The prized possession of the museum’s prehistoric discoveries is the ‘Venus of Věstonice’, which is 27000 years old and the first ceramic (or fired clay) figure ever found depicting the human form.
Upon departing from the palace, go right and pass through the metal gates to the Bishop Court-yard where the, rather less enthralling, Biskupský dvůr museum is dedicated to Moravian coins and fauna (featuring a record-setting hoard of cicadas). At the bottom of the slope, in the square of Kapucínské, is the undecorated Capuchin Monastery, where one hundred and fifty mummified bodies were placed exposed and clothed in its’ crypt. A macabre sight, but not out of place in the centre of Europe; this practice was halted on the grounds of health in 1784. Within the final room, twenty-four Capuchin monks lie on the ground, with their heads raised on bricks; some are alarmingly well-conserved after two hundred and fifty years. Visitors can attend a permanent exhibition whose part is a tour of the Capuchin crypt with mummies.
Spanning Zelný trh, you can view, from here, the complicated Old Town Hall steeple, appearing like a parade of spiky Ottoman helmets. The Gothic Portal was designed by Anton Pilgram in 1511, who purposefully made the pinnacle at the centre look as if it was about to fall over. Pilgram later decorated the Cathedral of St Stephen’s in Vienna with his carvings. Suspended in the archway entrance is the renowned Brno Dragon, distinguishable as an alligator on amount; it was offered by a delegation from Turkey to Matthias Corvinus. Brno’s population has a liking for this distinctive gift and the cart-wheel suspended on the walls. Georg Birk, who was a carpenter, made a bet, in 1636, that he would be able to take the wheel from logs and roll this for thirty-five miles (fifty kilometres) from the village he lived in Brno in a single day. He succeeded in this bet.

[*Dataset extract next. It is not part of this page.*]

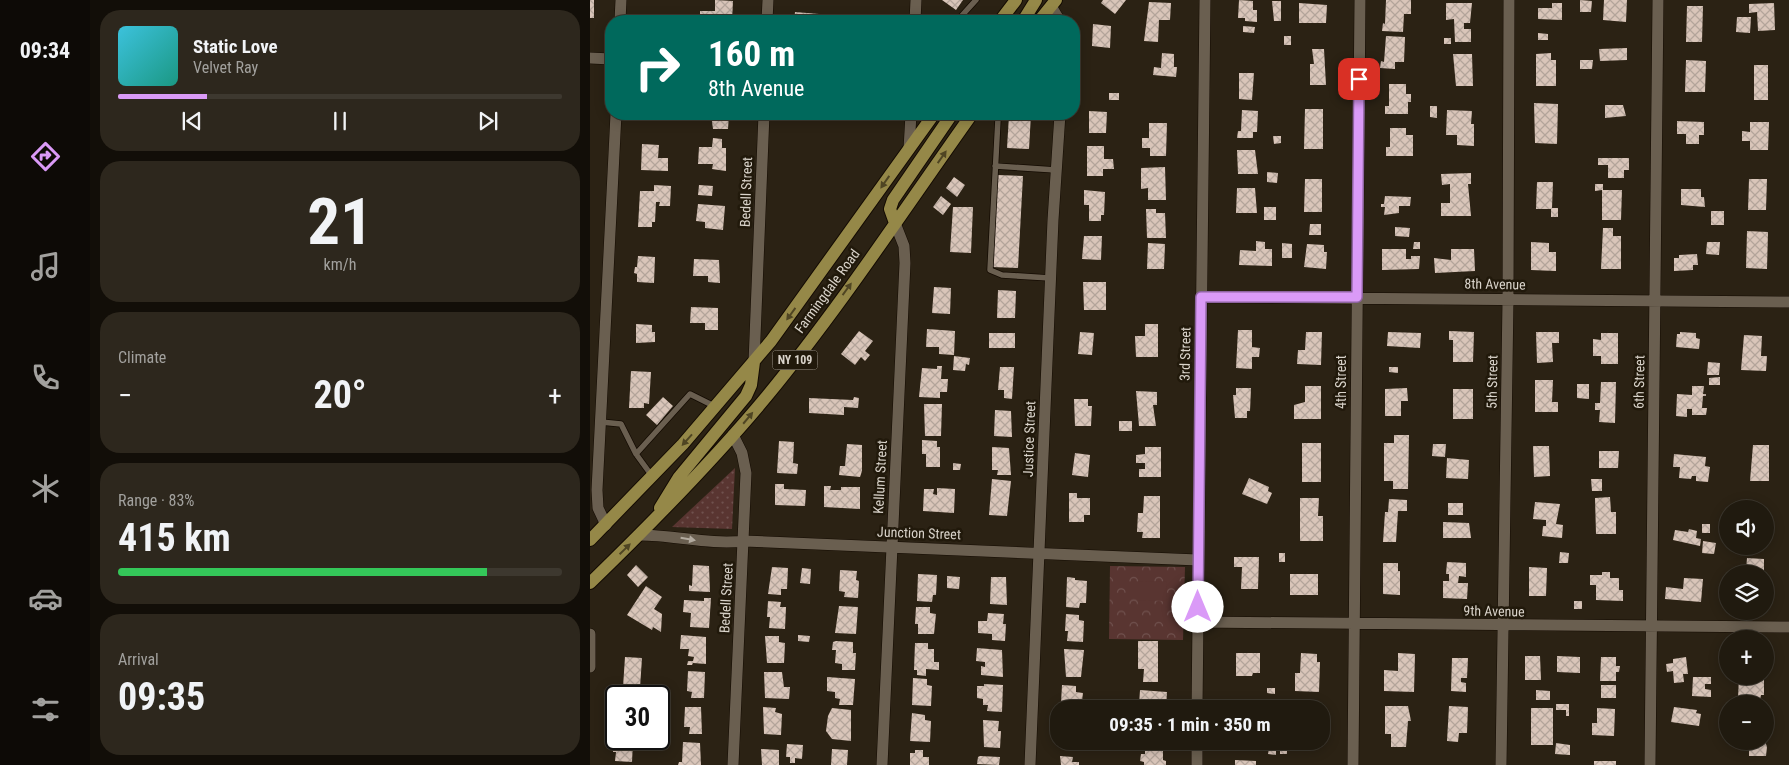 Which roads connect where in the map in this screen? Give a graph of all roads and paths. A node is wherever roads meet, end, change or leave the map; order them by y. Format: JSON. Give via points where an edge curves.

Past the Hall of the Old Town is the St Michael Dominican Church of 1655, which features the normal selection of baroque style altar-pieces and statuary, though the carved decor over the pulpit looks as if a bomb’s gone off in heaven. This church is adjacent to the baroque style New Town Hall. Originally, this was the monastery of the Dominicans conceived, in the 1690s, by the Grimm brothers.